## [What you need to do]
All lines in the data that hold the word "dead" need copying.

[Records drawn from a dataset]
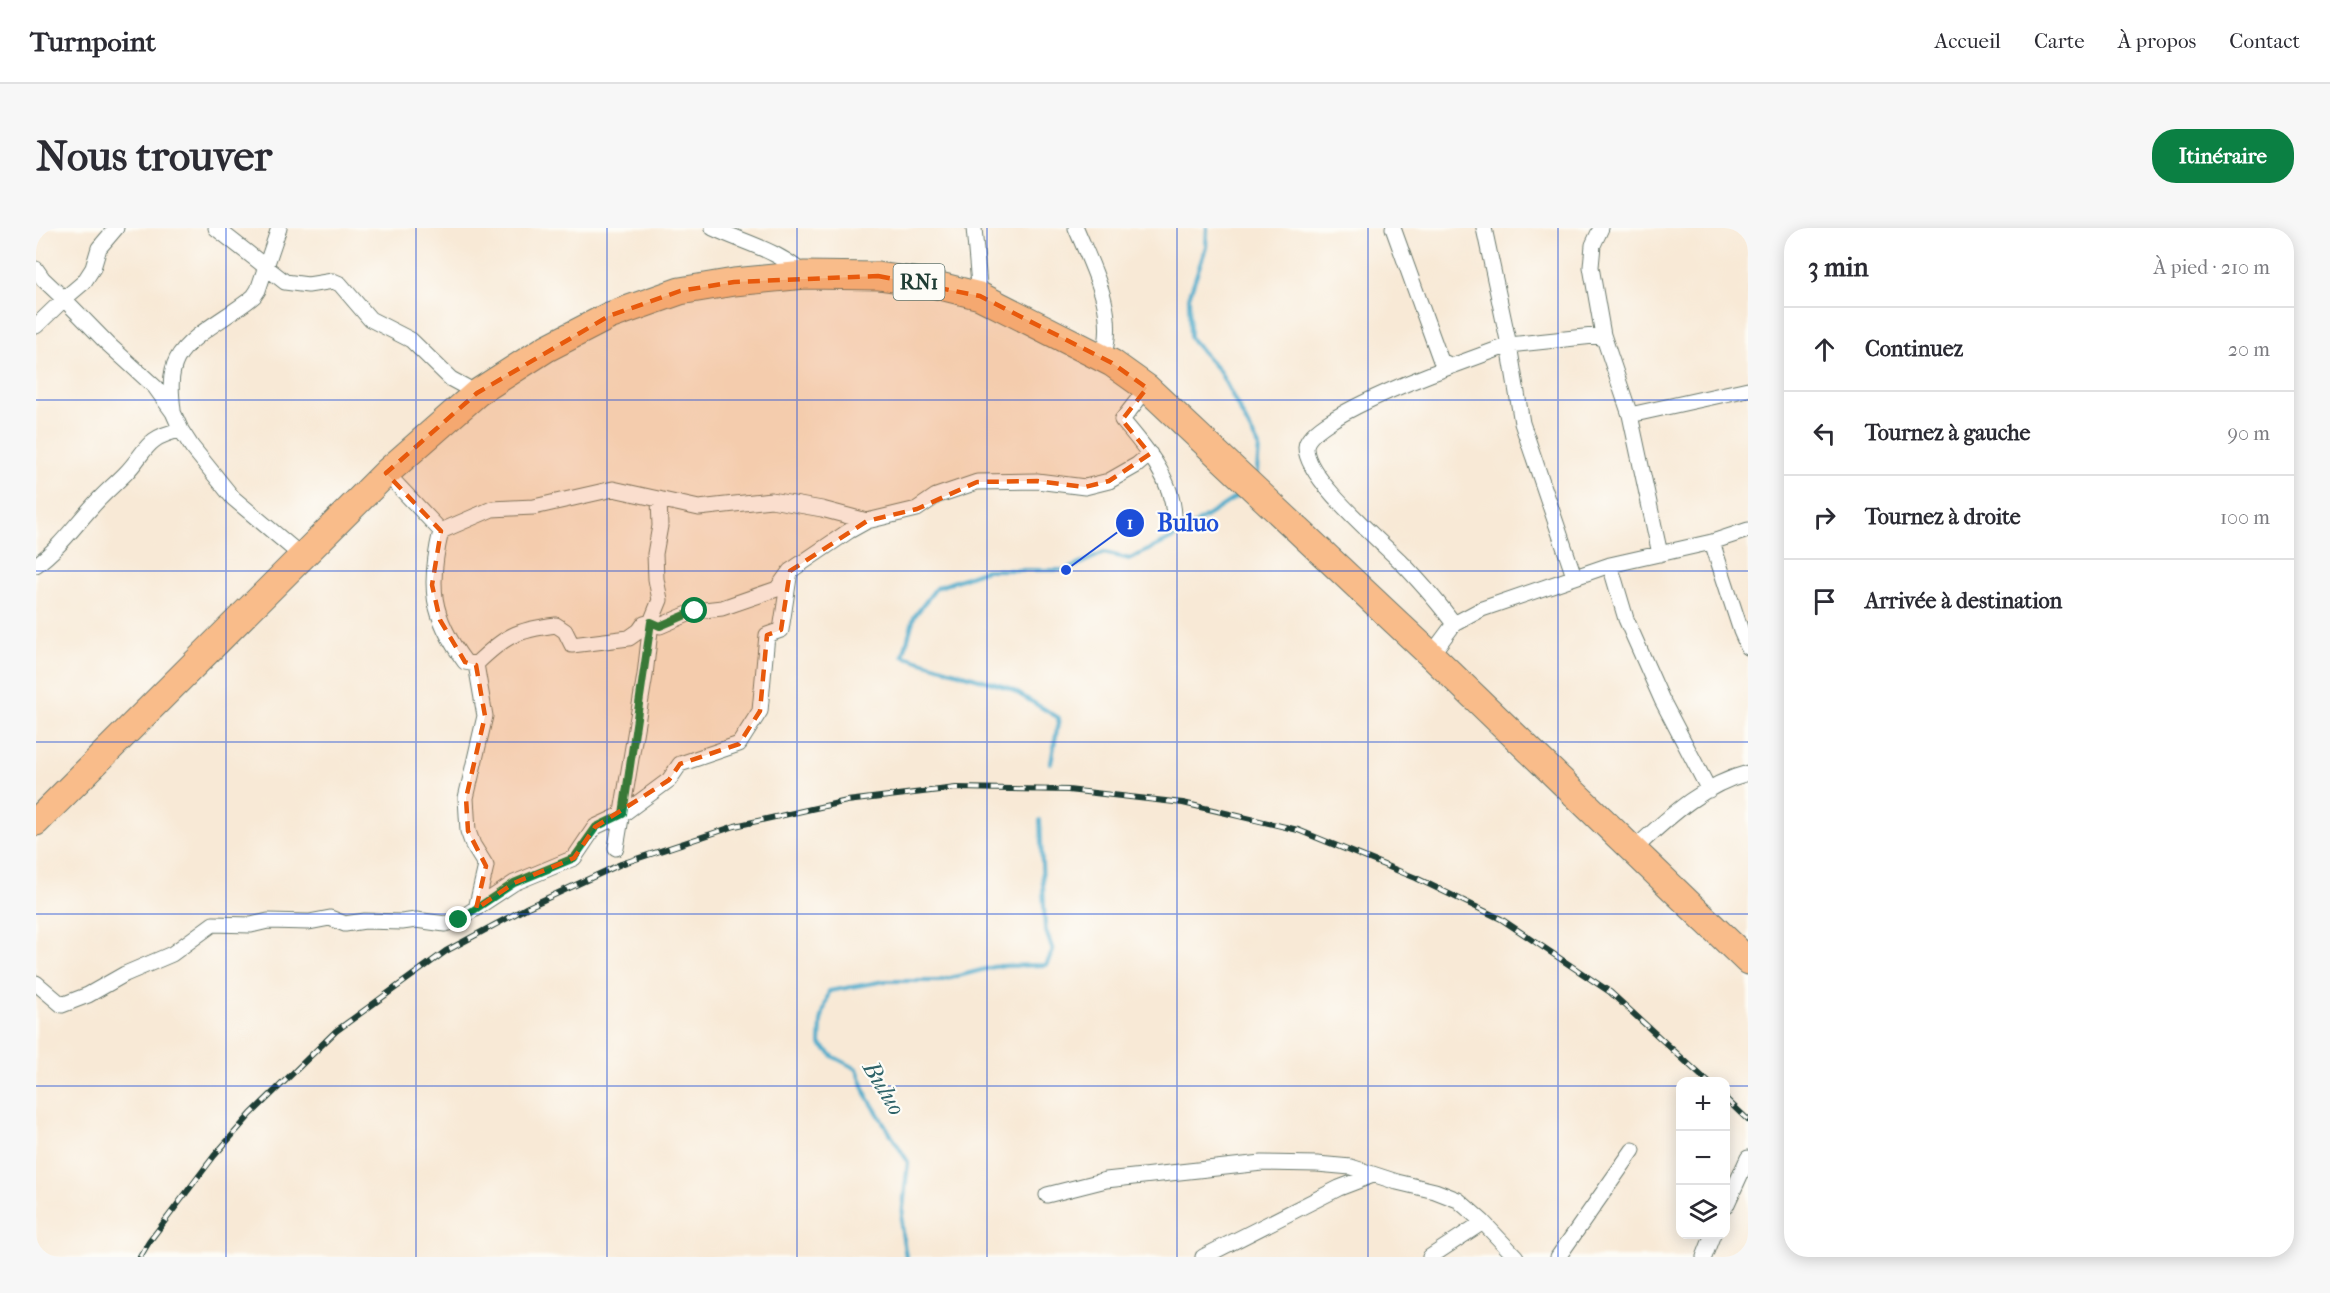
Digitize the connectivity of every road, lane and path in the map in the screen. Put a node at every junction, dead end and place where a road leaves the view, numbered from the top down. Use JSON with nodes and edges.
{"nodes":[{"id":1,"x":116,"y":228,"type":"edge"},
{"id":2,"x":216,"y":228,"type":"edge"},
{"id":3,"x":279,"y":228,"type":"edge"},
{"id":4,"x":713,"y":228,"type":"edge"},
{"id":5,"x":974,"y":228,"type":"edge"},
{"id":6,"x":1076,"y":228,"type":"edge"},
{"id":7,"x":1393,"y":228,"type":"edge"},
{"id":8,"x":1484,"y":228,"type":"edge"},
{"id":9,"x":1600,"y":228,"type":"edge"},
{"id":10,"x":266,"y":268,"type":"junction"},
{"id":11,"x":36,"y":269,"type":"edge"},
{"id":12,"x":806,"y":275,"type":"junction"},
{"id":13,"x":980,"y":296,"type":"junction"},
{"id":14,"x":64,"y":299,"type":"junction"},
{"id":15,"x":36,"y":326,"type":"edge"},
{"id":16,"x":1603,"y":335,"type":"junction"},
{"id":17,"x":1509,"y":345,"type":"junction"},
{"id":18,"x":1102,"y":357,"type":"junction"},
{"id":19,"x":1452,"y":366,"type":"junction"},
{"id":20,"x":1147,"y":388,"type":"junction"},
{"id":21,"x":1748,"y":389,"type":"edge"},
{"id":22,"x":477,"y":393,"type":"junction"},
{"id":23,"x":173,"y":412,"type":"junction"},
{"id":24,"x":1630,"y":415,"type":"junction"},
{"id":25,"x":181,"y":430,"type":"junction"},
{"id":26,"x":1150,"y":454,"type":"junction"},
{"id":27,"x":386,"y":473,"type":"junction"},
{"id":28,"x":659,"y":499,"type":"junction"},
{"id":29,"x":1174,"y":515,"type":"dead end"},
{"id":30,"x":867,"y":521,"type":"junction"},
{"id":31,"x":1748,"y":530,"type":"edge"},
{"id":32,"x":441,"y":531,"type":"junction"},
{"id":33,"x":1712,"y":542,"type":"junction"},
{"id":34,"x":1660,"y":554,"type":"junction"},
{"id":35,"x":303,"y":557,"type":"junction"},
{"id":36,"x":36,"y":565,"type":"edge"},
{"id":37,"x":1610,"y":565,"type":"junction"},
{"id":38,"x":790,"y":571,"type":"junction"},
{"id":39,"x":1574,"y":576,"type":"junction"},
{"id":40,"x":651,"y":622,"type":"junction"},
{"id":41,"x":1454,"y":624,"type":"junction"},
{"id":42,"x":1748,"y":647,"type":"edge"},
{"id":43,"x":1431,"y":655,"type":"junction"},
{"id":44,"x":476,"y":664,"type":"junction"},
{"id":45,"x":1748,"y":773,"type":"edge"},
{"id":46,"x":1709,"y":790,"type":"junction"},
{"id":47,"x":623,"y":814,"type":"junction"},
{"id":48,"x":36,"y":822,"type":"edge"},
{"id":49,"x":616,"y":848,"type":"dead end"},
{"id":50,"x":1632,"y":851,"type":"junction"},
{"id":51,"x":476,"y":909,"type":"junction"},
{"id":52,"x":1748,"y":961,"type":"edge"},
{"id":53,"x":36,"y":983,"type":"edge"},
{"id":54,"x":1633,"y":1150,"type":"dead end"},
{"id":55,"x":1748,"y":1158,"type":"edge"},
{"id":56,"x":1373,"y":1175,"type":"junction"},
{"id":57,"x":1047,"y":1195,"type":"dead end"},
{"id":58,"x":1730,"y":1196,"type":"edge"},
{"id":59,"x":1484,"y":1222,"type":"junction"},
{"id":60,"x":1711,"y":1239,"type":"edge"},
{"id":61,"x":1203,"y":1257,"type":"edge"},
{"id":62,"x":1430,"y":1257,"type":"edge"},
{"id":63,"x":1516,"y":1257,"type":"edge"},
{"id":64,"x":1558,"y":1257,"type":"edge"},
{"id":65,"x":1704,"y":1257,"type":"edge"}],
"edges":[{"from":1,"to":14,"type":"street"},
{"from":2,"to":10,"type":"street"},
{"from":3,"to":10,"type":"street"},
{"from":4,"to":12,"type":"street"},
{"from":5,"to":13,"type":"street"},
{"from":6,"to":18,"type":"street"},
{"from":7,"to":19,"type":"street"},
{"from":8,"to":17,"type":"street"},
{"from":9,"to":16,"type":"street"},
{"from":10,"to":22,"type":"street"},
{"from":10,"to":23,"type":"street"},
{"from":11,"to":14,"type":"street"},
{"from":12,"to":13,"type":"highway","number":"RN1"},
{"from":12,"to":22,"type":"highway","number":"RN1"},
{"from":13,"to":18,"type":"highway","number":"RN1"},
{"from":14,"to":15,"type":"street"},
{"from":14,"to":23,"type":"street"},
{"from":16,"to":17,"type":"street"},
{"from":16,"to":24,"type":"street"},
{"from":17,"to":19,"type":"street"},
{"from":17,"to":39,"type":"street"},
{"from":18,"to":20,"type":"highway","number":"RN1"},
{"from":19,"to":41,"type":"street"},
{"from":20,"to":26,"type":"street"},
{"from":20,"to":43,"type":"highway","number":"RN1"},
{"from":21,"to":24,"type":"street"},
{"from":22,"to":27,"type":"highway","number":"RN1"},
{"from":23,"to":25,"type":"street"},
{"from":24,"to":34,"type":"street"},
{"from":25,"to":35,"type":"street"},
{"from":25,"to":36,"type":"street"},
{"from":26,"to":29,"type":"street"},
{"from":26,"to":30,"type":"street"},
{"from":27,"to":32,"type":"street"},
{"from":27,"to":35,"type":"highway","number":"RN1"},
{"from":28,"to":30,"type":"street"},
{"from":28,"to":32,"type":"street"},
{"from":28,"to":40,"type":"street"},
{"from":30,"to":38,"type":"street"},
{"from":31,"to":33,"type":"street"},
{"from":32,"to":44,"type":"street"},
{"from":33,"to":34,"type":"street"},
{"from":33,"to":42,"type":"street"},
{"from":34,"to":37,"type":"street"},
{"from":35,"to":48,"type":"highway","number":"RN1"},
{"from":37,"to":39,"type":"street"},
{"from":37,"to":46,"type":"street"},
{"from":38,"to":40,"type":"street"},
{"from":38,"to":47,"type":"street"},
{"from":39,"to":41,"type":"street"},
{"from":40,"to":44,"type":"street"},
{"from":40,"to":47,"type":"street"},
{"from":41,"to":43,"type":"street"},
{"from":43,"to":50,"type":"highway","number":"RN1"},
{"from":44,"to":51,"type":"street"},
{"from":45,"to":46,"type":"street"},
{"from":46,"to":50,"type":"street"},
{"from":47,"to":49,"type":"street"},
{"from":47,"to":51,"type":"street"},
{"from":50,"to":52,"type":"highway","number":"RN1"},
{"from":51,"to":53,"type":"street"},
{"from":54,"to":64,"type":"street"},
{"from":55,"to":58,"type":"street"},
{"from":56,"to":57,"type":"street"},
{"from":56,"to":59,"type":"street"},
{"from":56,"to":61,"type":"street"},
{"from":59,"to":62,"type":"street"},
{"from":59,"to":63,"type":"street"},
{"from":60,"to":65,"type":"street"}]}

## [Worked solution]
Digitize the connectivity of every road, lane and path in the map in the screen. Put a node at every junction, dead end and place where a road leaves the view, numbered from the top down. Use JSON with nodes and edges.
{"id":29,"x":1174,"y":515,"type":"dead end"},
{"id":49,"x":616,"y":848,"type":"dead end"},
{"id":54,"x":1633,"y":1150,"type":"dead end"},
{"id":57,"x":1047,"y":1195,"type":"dead end"},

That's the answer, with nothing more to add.